I’m not expecting a massive shift into new products or categories. We may see more niche products, unique and rare categories.”

How to do quality control when you’re not doing curation?

“Our account managers continue to review suppliers and retain control of what gets published. We’ll be looking at the quality of content and ensuring, for example, that a supplier has the appropriate business licenses.

If a company is also listed in TripAdvisor, even if we can’t vet their product specifically, we’ll see trip reviews, which will be another way we can qualify them.”

How are your margins? TripAdvisor CEO Steve Kaufer recently told investors that, in tours-and-activities as a category, “the margins are terrific.”

“Our margins have been consistently improving over the ten years I have been at Viator. Margins vary, though. Different destinations and different product categories will have different margin profiles.

But as an overall category, I don’t see that the dynamics around margins will be changing in the short to medium terms.

Some players will be affected though. As suppliers worldwide start putting a full array of tours and activities products online, especially via mobile channels, that increases transparency.

For some intermediary channels, like say a hotel concierge, who have been charging a hefty margin as resellers, they will start seeing pressure on the margins thanks to us.”

How has the integration with TripAdvisor been going?

“It’s been going well. We’ve had fantastic growth this year. We have 10 million monthly visitors on desktop and mobile today, and we expect that to rise.

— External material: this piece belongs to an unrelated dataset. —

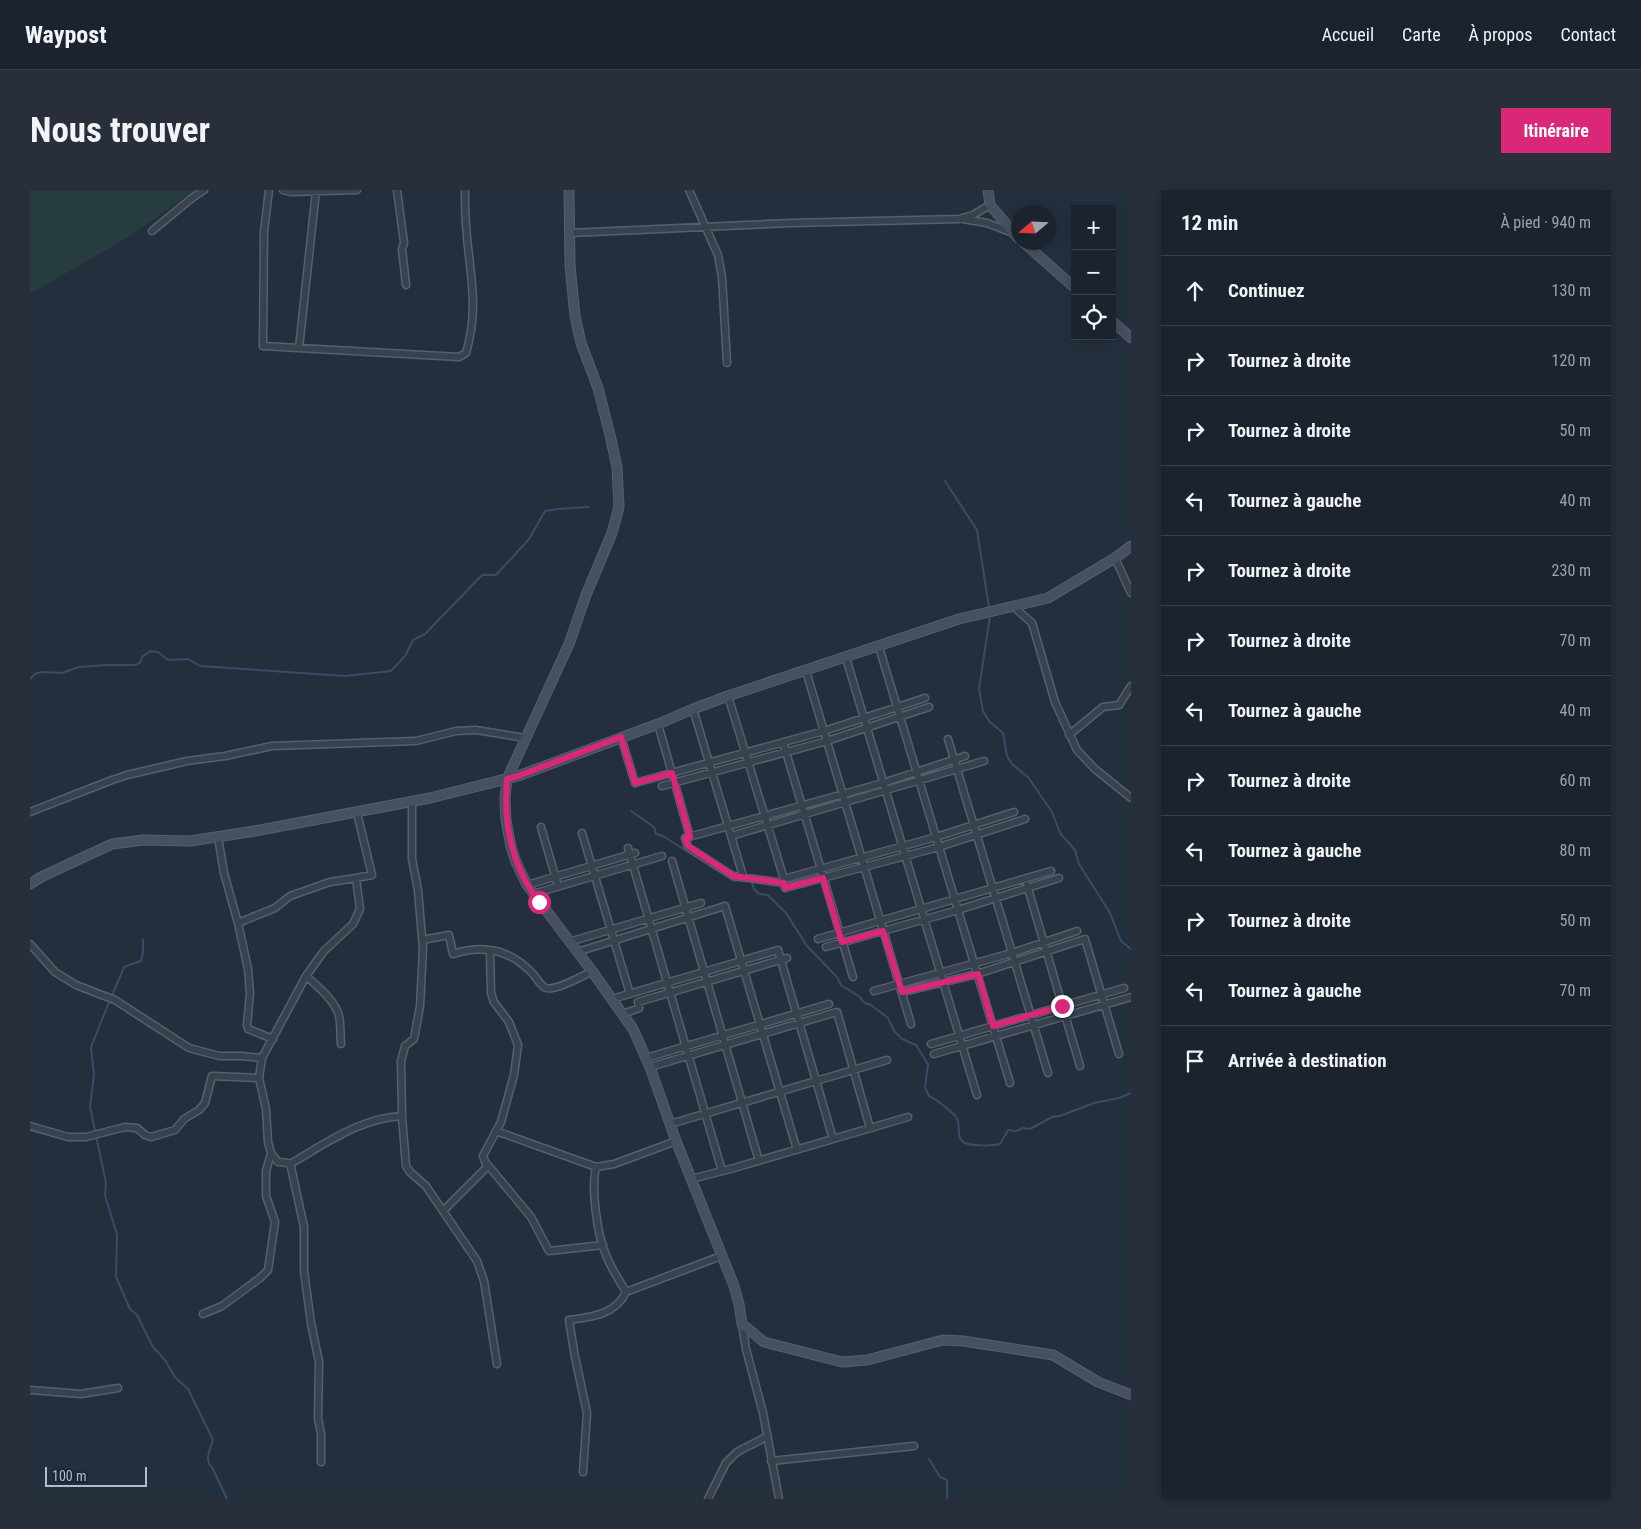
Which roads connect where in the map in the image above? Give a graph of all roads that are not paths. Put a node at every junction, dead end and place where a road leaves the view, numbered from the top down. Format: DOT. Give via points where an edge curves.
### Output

We haven’t seen any demographic change in the type of customer booking with us as a result of the TripAdvisor exposure.

But I will say that TripAdvisor is a very global company and that one thing I expect we’ll see more and more of is growth in non-English-speaking markets, thanks to TripAdvisor’s vast geographic reach.

Another trend I see is lots of last-minute purchases, which is perfect. TripAdvisor’s mobile presence is quite strong, with 190 million app downloads to date.

We’ve seen that as very beneficial for Viator, because it’s no secret that a huge percentage of tours-and-activities purchases are made in-destination within days, if not hours.

Our new API helps with that with last minute with live inventory management and real-time bookings.

As we develop tools and educate suppliers on merchandising and pricing for that short time window, there’s a huge opportunity. Developing mobile-scannable tickets is something we’re very much working on.”

Do suppliers ever complain about competiting for ownership of a booking with in-destination visitors using Viator or TripAdvisor’s mobile offering?

“Pricing in this market is likely to evolve as consumers increasingly make bookings through mobile.

I will say we have not heard suppliers saying ‘I don’t want you to sell in-destination because those customers are mine.’

You have to understand that not all suppliers can effectively market to in-destination potential customers, while they may get walk-in customers.

We offer a way for their product to be discovered, such as through our “What’s near me” tools and TripAdvisor’s pages on, what are different ways to experience, say, Alcatraz or the Eiffel Tower.

For suppliers that don’t have sophisticated Internet marketing, we help. It’s even more complicated to do marketing in a mobile environment for customers coming from all of the world, so we offer a channel for them.

We also offer expanded opportunities with TripAdvisor like a new “Book Now” feature on dedicated attraction listings.”